BDP in tinder hooks
Tsaone Basimanebotlhe | Friday January 30, 2015 17:00
A major issue that has haunted the BDP is factional fighting.
Until Seretse Khama’s death in 1980 the party had not known factions and resultant instability that has become the hallmark of the BDP.
Here is a brief history of the BDP leadership and its ascent to factions. Following Seretse’s death, then Vice President Quett Ketumile Masire took over as president.
He chose Khama’s cousin Lenyeletse Seretse as his deputy. Seretse held the position for only three years, most of which he spent ill. He died in January 1983. Peter Simako Mmusi replaced him and remained vice president until 1992, when he resigned his position following a Presidential Commission, which identified him as having taken part in illegal land dealings in Gaborone, Mogoditshane and other peri-urban areas. Festus Mogae succeeded him.
Enter unadorned factionalism. For the next six years, there was jostling and shoving, but skilfully kept under control by a very politically savvy Masire. For example, in an effort to avoid his party’s split in 1997, Masire asked party members not to go for elections at that year’s elective congress, held in Gaborone, but to endorse a compromise list that the Merafhe and Kwelagobe factions had agreed upon.
The two factions – one led by long-time secretary general Daniel Kwelagobe and the other by former army general Mompati Merafhe, wrestled for the control of the party at the time. The factions represented a hitherto denied reality in the BDP - the north – south divide.
At the time the compromise list was agreed to, the Merafhe faction, rumoured to be supporting Mogae for party president, was reportedly fearful that if they contested the central committee elections, they would suffer humiliating defeat.
When Masire retired in April 1998, Mogae took over by way of automatic succession. Then, the BDP infighting was at its highest, with the factions more pronounced.
In 1999 - a year after Mogae’s ascension to the presidency - the BDP had its elective congress. It appeared to go smoothly, but beneath the quite waters was turbulence that threatened to capsize the party’s ship. Mogae had just enough perceptiveness to steer the ship through that uncertain strait until his retirement in 2008. Then entered current President Ian Khama - and unending rapids hit the hull of the BDP ship. He changed the decades’ old tradition whereby the party allowed ministers to also hold CC elections.
His argument was that ministers had too much work. That forced Kwelagobe to resign his ministerial post to continue as party chairman. Khama’s directive was seen as selective as, with his full backing, the then minister of Presidential Affairs and Public Administration Lesego Motsumi campaigned for secretary general. Angry at the party’s hypocrisy, Kwelagobe’s supporters ensured his ‘anointed’ did not make it. The relationship between Kwelagobe and Khama soured. Kwelagobe had the support of mostly youth and conservative BDP members.
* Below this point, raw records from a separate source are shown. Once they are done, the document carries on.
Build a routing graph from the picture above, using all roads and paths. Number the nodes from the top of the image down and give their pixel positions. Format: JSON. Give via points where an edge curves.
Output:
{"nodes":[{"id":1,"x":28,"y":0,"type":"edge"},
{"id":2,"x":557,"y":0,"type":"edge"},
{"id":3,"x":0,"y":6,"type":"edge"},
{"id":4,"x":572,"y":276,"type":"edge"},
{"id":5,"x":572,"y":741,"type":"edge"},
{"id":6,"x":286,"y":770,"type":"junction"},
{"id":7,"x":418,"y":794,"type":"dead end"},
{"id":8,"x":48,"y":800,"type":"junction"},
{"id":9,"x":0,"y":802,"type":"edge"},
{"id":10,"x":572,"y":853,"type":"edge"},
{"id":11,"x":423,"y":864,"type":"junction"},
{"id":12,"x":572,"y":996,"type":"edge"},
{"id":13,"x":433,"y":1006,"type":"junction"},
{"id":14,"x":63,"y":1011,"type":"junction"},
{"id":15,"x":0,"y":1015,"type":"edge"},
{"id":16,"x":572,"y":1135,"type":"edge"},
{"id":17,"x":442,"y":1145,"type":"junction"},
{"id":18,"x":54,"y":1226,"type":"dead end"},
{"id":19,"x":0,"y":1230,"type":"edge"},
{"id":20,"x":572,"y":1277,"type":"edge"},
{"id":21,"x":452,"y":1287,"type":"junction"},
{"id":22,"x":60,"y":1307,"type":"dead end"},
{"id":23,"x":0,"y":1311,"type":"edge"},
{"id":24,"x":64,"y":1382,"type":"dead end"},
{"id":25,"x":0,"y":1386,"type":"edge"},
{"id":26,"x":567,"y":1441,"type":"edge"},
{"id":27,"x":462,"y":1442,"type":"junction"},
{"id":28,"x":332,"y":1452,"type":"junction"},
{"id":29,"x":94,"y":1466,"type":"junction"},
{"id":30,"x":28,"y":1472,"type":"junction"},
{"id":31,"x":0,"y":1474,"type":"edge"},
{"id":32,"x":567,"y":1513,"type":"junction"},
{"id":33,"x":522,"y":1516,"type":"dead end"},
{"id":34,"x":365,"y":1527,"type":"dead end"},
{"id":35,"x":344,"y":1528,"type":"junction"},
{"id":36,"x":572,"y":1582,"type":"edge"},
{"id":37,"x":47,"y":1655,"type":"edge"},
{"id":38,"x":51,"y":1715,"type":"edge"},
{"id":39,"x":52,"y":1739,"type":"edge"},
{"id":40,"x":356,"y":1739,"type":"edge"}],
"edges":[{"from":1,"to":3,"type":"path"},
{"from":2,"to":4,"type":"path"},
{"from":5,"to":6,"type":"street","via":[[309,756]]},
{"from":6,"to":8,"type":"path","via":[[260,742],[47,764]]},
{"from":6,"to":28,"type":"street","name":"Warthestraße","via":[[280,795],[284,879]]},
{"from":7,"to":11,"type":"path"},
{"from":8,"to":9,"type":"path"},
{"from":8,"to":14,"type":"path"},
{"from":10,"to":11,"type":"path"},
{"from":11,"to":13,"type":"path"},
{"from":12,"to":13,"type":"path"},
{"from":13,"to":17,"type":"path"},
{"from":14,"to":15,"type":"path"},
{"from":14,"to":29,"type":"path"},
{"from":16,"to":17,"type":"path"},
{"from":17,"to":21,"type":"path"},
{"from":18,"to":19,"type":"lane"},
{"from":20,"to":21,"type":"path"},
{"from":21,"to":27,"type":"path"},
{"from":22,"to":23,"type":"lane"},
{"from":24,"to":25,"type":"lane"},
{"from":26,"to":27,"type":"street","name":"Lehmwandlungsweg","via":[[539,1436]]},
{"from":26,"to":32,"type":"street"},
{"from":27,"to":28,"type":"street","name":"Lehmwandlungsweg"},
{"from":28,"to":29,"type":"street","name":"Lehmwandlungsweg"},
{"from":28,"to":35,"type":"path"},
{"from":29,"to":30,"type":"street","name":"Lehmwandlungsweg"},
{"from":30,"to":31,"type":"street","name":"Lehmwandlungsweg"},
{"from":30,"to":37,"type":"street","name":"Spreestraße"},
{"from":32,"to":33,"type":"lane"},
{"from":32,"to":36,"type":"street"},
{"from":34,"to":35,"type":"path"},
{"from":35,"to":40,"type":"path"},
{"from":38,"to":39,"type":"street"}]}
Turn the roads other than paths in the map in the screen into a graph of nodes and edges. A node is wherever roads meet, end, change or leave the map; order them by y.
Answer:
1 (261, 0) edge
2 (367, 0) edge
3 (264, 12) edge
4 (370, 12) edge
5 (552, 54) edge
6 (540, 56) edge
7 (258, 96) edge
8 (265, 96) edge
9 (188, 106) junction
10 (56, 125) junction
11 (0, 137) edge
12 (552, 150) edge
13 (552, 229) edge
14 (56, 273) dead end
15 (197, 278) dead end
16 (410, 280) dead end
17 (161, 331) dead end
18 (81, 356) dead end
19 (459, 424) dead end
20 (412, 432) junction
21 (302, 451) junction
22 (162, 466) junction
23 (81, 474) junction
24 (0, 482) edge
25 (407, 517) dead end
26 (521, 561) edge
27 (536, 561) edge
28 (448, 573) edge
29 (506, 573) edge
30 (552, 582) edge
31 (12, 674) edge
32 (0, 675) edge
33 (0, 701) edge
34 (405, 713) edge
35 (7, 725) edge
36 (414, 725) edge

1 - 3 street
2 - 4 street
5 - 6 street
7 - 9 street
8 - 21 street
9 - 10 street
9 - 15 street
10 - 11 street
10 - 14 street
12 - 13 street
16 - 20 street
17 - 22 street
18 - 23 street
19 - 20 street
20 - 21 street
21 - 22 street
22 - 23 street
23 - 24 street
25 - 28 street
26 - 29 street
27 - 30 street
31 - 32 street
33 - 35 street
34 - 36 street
These included among others Gomolemo Motswaledi, Moyo Guma, Botsalo Ntuane, and Wynter Mmolotsi among others. Save for Ntuane the rest stood for central committee elections and won.
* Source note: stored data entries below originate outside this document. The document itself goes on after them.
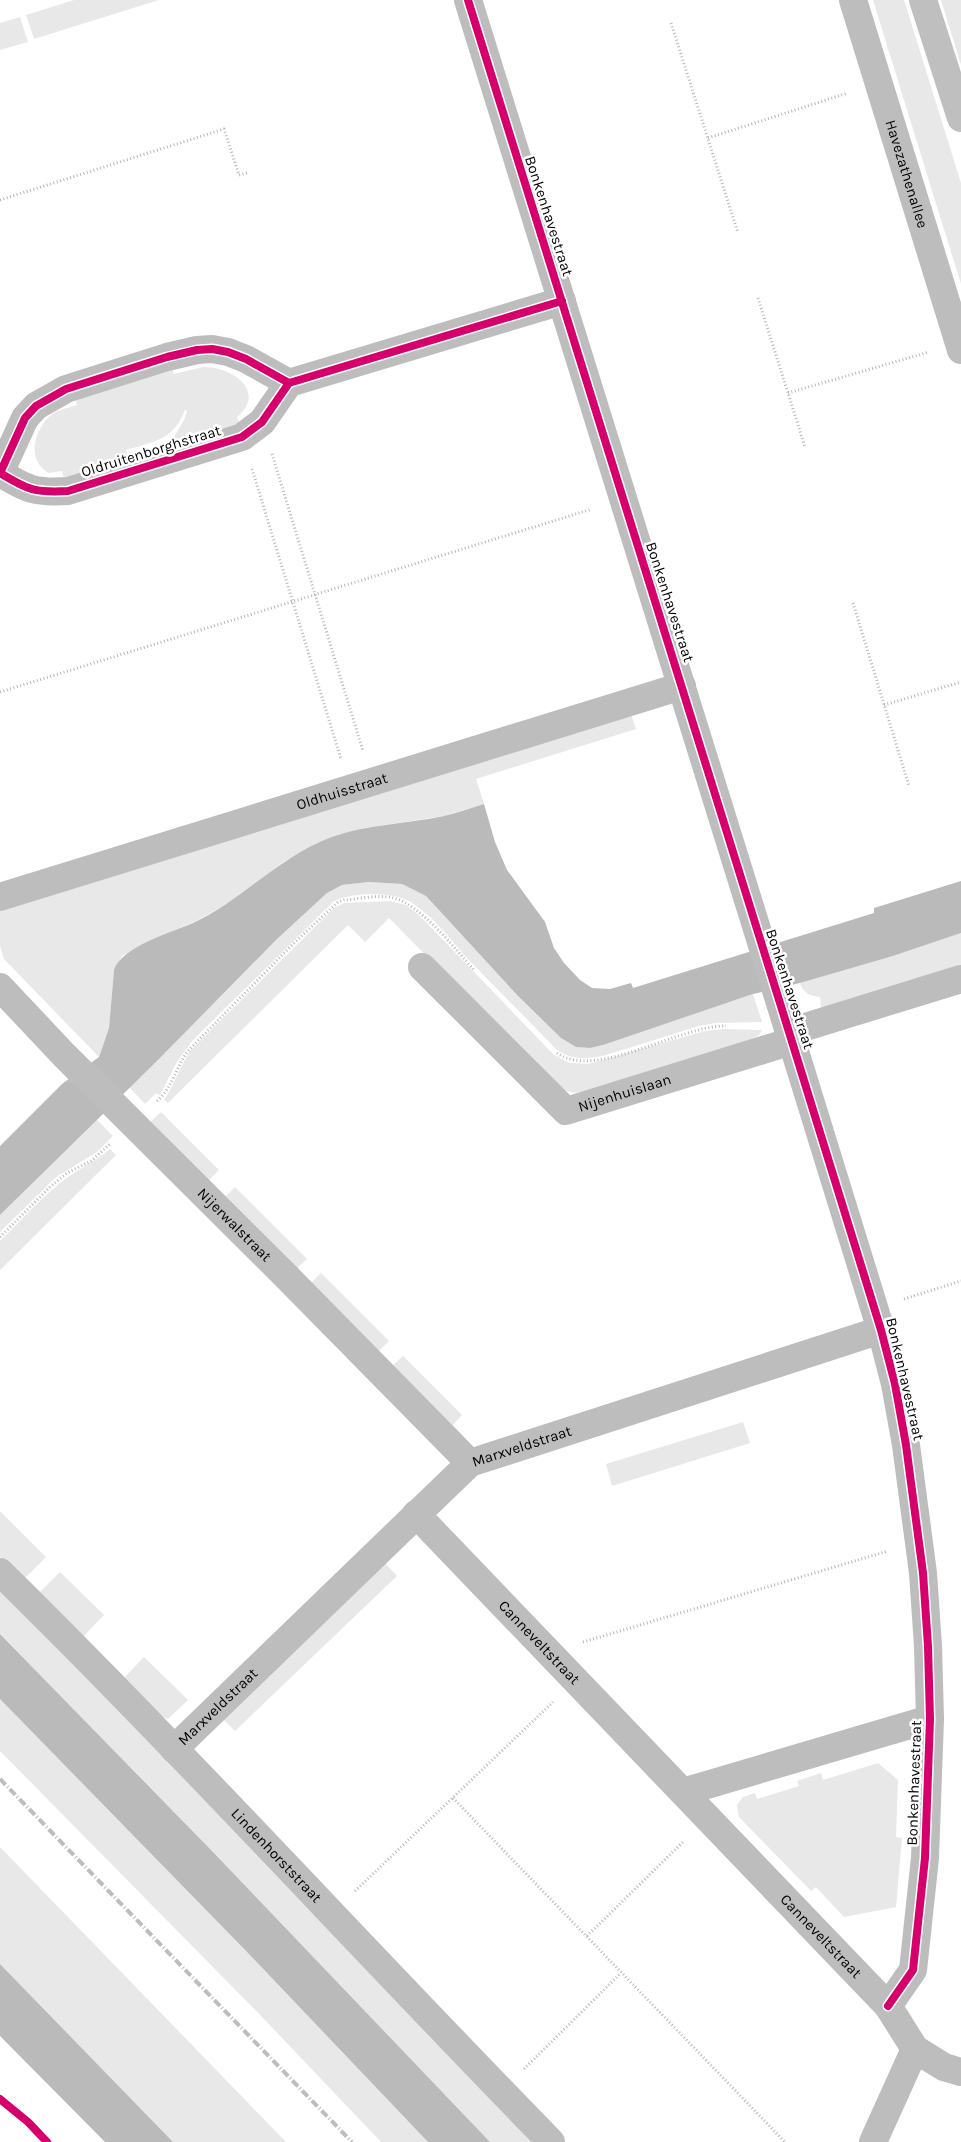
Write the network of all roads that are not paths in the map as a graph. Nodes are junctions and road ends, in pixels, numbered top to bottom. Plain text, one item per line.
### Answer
1 (468, 0) edge
2 (853, 0) edge
3 (923, 0) edge
4 (961, 118) edge
5 (562, 301) junction
6 (960, 347) edge
7 (289, 383) junction
8 (0, 473) edge
9 (682, 686) junction
10 (0, 897) edge
11 (422, 967) dead end
12 (961, 979) edge
13 (0, 987) edge
14 (788, 1028) junction
15 (878, 1319) junction
16 (470, 1463) junction
17 (416, 1514) junction
18 (0, 1572) edge
19 (930, 1719) junction
20 (174, 1749) junction
21 (683, 1792) junction
22 (888, 2006) junction
23 (915, 2049) junction
24 (961, 2072) edge
25 (551, 2142) edge
26 (873, 2142) edge

1 - 5 street, Bonkenhavestraat
2 - 6 street, Havezathenallee
3 - 4 main road
5 - 7 street
5 - 9 street, Bonkenhavestraat
7 - 8 street, Oldruitenborghstraat
7 - 8 street, Oldruitenborghstraat
9 - 10 street, Oldhuisstraat
9 - 14 street, Bonkenhavestraat
11 - 14 street, Nijenhuislaan
12 - 14 street, Nijenhuislaan
13 - 16 street, Nijerwalstraat
14 - 15 street, Bonkenhavestraat
15 - 16 street, Marxveldstraat
15 - 19 street, Bonkenhavestraat
16 - 17 street, Marxveldstraat
17 - 20 street, Marxveldstraat
17 - 21 street, Canneveltstraat
18 - 20 street, Lindenhorststraat
19 - 21 street
19 - 22 street, Bonkenhavestraat
20 - 25 street, Lindenhorststraat
21 - 22 street, Canneveltstraat
22 - 23 street, Canneveltstraat
23 - 24 street, Canneveltstraat
23 - 26 street

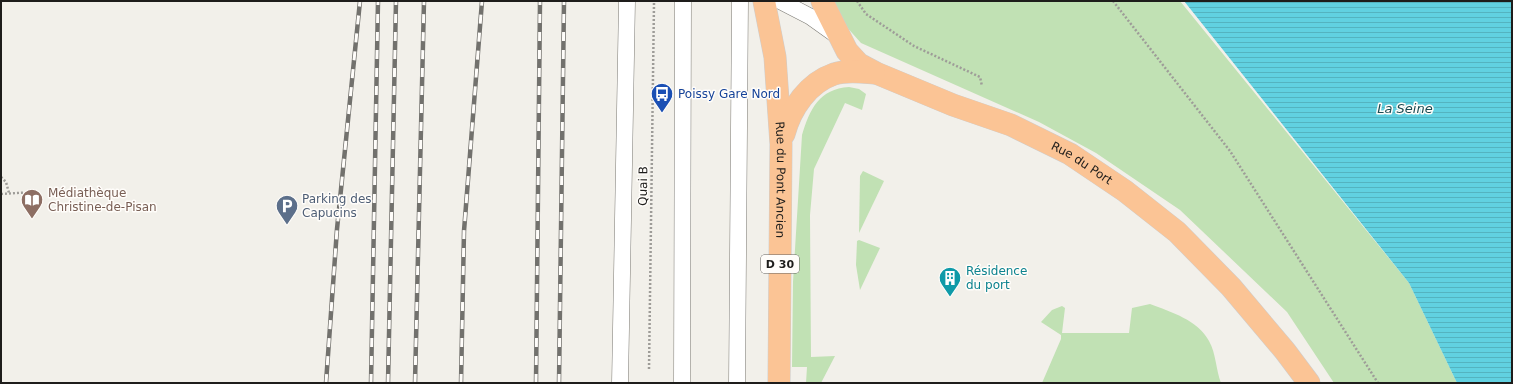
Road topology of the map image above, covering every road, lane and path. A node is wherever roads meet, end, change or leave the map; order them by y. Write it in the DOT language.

However the small margin with which Kwelagobe won the chairmanship was an indication of the power that Khama wielded in the party. Surely his support of Tebelelo Seretse of the Merafhe faction garnered her many votes. Her defeat, however also meant her main backer, Khama had lost. Barely a month after the elections, Khama suspended Motswaledi, the party’s new secretary general. Motswaledi’s colleagues resigned in protest. Khama went on to co-opt his preferred candidates into the central committee.
Motswaledi took Khama to court, but lost because the Republic’s president cannot be sued. That heralded the BDP’s major split, and the formation of the Botswana Movement for Democracy (BMD).
Kwelagobe, who had remained in the party and maintained his position, called for unity. His voice drowned in the fighting. He did not stand for re-election at the BDP’s 2013 elective congress in Maun. Moyo Guma, a prodigal who had helped form the BMD stood for chairmanship. He won, many believe, because he had Khama’s blessing. In fact his camp, seen by many loyal BDP members as ‘new faces’ in the party, whitewashed their competition in Pelonomi Venson Moitoi at that July congress. A few months into his position, on December 2, Guma resigned.
Khama appointed his new deputy Ponatshego Kedikilwe to the position, and he sort of brought some stability. The BDP’s next elective congress is but five months away, and candidates for the chairmanship are Tebelelo Seretse, Ramadeluka Seretse, Biggie Butale and Dithapelo Tshotego.
It is possible, as some believe, that the many names are an indication BDP factional fighting has gone into hibernation. This claim is backed up by the fact that one name may be found in more than one lobby list. But the vice president Mokgweetsi Masisi can still throw the spanner in the works, deciding to stand in the last hour. Indications are that move could just blow everything up.